Task instructions
Give again the lines of the data from its first line through the line with "Please list the". Change nothing.

Data for processing
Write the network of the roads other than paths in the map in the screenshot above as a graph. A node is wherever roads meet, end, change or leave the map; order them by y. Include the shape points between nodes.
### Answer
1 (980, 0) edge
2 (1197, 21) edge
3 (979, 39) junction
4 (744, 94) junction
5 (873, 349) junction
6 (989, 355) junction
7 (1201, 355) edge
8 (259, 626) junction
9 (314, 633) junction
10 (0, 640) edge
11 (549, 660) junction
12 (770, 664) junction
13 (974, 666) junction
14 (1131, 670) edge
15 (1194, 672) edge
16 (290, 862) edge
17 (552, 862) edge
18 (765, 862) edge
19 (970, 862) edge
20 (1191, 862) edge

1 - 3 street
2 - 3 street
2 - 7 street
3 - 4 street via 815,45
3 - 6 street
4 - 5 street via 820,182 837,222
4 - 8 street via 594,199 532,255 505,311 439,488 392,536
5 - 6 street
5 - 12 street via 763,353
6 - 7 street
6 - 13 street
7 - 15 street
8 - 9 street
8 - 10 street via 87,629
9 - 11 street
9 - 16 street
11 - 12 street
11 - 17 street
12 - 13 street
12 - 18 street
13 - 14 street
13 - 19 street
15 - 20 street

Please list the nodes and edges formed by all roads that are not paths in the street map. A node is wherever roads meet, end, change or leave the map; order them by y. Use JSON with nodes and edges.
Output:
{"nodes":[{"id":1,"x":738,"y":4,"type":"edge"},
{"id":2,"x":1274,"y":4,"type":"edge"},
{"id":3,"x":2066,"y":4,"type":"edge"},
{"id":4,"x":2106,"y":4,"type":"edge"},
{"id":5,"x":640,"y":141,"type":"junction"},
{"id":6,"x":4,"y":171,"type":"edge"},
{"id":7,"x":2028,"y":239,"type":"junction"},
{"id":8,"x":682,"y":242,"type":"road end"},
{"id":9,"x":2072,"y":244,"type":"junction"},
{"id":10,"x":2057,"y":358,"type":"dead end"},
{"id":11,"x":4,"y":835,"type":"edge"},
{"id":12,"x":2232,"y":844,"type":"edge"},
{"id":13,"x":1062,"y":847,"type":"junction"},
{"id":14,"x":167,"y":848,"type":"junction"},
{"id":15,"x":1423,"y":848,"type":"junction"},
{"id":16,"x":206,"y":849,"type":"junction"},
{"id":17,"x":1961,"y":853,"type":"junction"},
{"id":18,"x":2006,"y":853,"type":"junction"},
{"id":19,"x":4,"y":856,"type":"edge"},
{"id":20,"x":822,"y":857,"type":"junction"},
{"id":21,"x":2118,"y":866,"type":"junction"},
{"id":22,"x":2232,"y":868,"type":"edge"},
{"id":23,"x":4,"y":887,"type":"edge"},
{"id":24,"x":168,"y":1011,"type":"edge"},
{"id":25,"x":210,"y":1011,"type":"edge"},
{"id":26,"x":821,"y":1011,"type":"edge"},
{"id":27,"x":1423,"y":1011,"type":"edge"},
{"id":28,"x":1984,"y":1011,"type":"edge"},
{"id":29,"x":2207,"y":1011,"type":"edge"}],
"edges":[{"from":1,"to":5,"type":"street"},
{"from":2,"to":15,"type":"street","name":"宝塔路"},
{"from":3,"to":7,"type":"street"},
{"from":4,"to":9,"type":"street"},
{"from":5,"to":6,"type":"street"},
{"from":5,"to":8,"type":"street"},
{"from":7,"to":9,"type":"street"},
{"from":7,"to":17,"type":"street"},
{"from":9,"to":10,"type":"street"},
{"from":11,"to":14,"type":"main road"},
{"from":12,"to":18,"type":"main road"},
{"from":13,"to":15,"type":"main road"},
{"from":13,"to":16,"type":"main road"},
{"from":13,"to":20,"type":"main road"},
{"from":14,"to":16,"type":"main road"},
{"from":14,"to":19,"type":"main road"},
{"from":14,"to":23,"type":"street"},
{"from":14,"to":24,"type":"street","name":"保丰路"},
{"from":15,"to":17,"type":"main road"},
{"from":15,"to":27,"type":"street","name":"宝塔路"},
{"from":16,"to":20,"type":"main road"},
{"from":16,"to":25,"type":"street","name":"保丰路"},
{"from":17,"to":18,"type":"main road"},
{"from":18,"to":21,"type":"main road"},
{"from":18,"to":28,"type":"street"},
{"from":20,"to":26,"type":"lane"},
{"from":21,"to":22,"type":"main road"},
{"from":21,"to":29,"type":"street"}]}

Exercise answer
Write the network of the roads other than paths in the map in the screenshot above as a graph. A node is wherever roads meet, end, change or leave the map; order them by y. Include the shape points between nodes.
### Answer
1 (980, 0) edge
2 (1197, 21) edge
3 (979, 39) junction
4 (744, 94) junction
5 (873, 349) junction
6 (989, 355) junction
7 (1201, 355) edge
8 (259, 626) junction
9 (314, 633) junction
10 (0, 640) edge
11 (549, 660) junction
12 (770, 664) junction
13 (974, 666) junction
14 (1131, 670) edge
15 (1194, 672) edge
16 (290, 862) edge
17 (552, 862) edge
18 (765, 862) edge
19 (970, 862) edge
20 (1191, 862) edge

1 - 3 street
2 - 3 street
2 - 7 street
3 - 4 street via 815,45
3 - 6 street
4 - 5 street via 820,182 837,222
4 - 8 street via 594,199 532,255 505,311 439,488 392,536
5 - 6 street
5 - 12 street via 763,353
6 - 7 street
6 - 13 street
7 - 15 street
8 - 9 street
8 - 10 street via 87,629
9 - 11 street
9 - 16 street
11 - 12 street
11 - 17 street
12 - 13 street
12 - 18 street
13 - 14 street
13 - 19 street
15 - 20 street

Please list the nodes and edges formed by all roads that are not paths in the street map. A node is wherever roads meet, end, change or leave the map; order them by y. Use JSON with nodes and edges.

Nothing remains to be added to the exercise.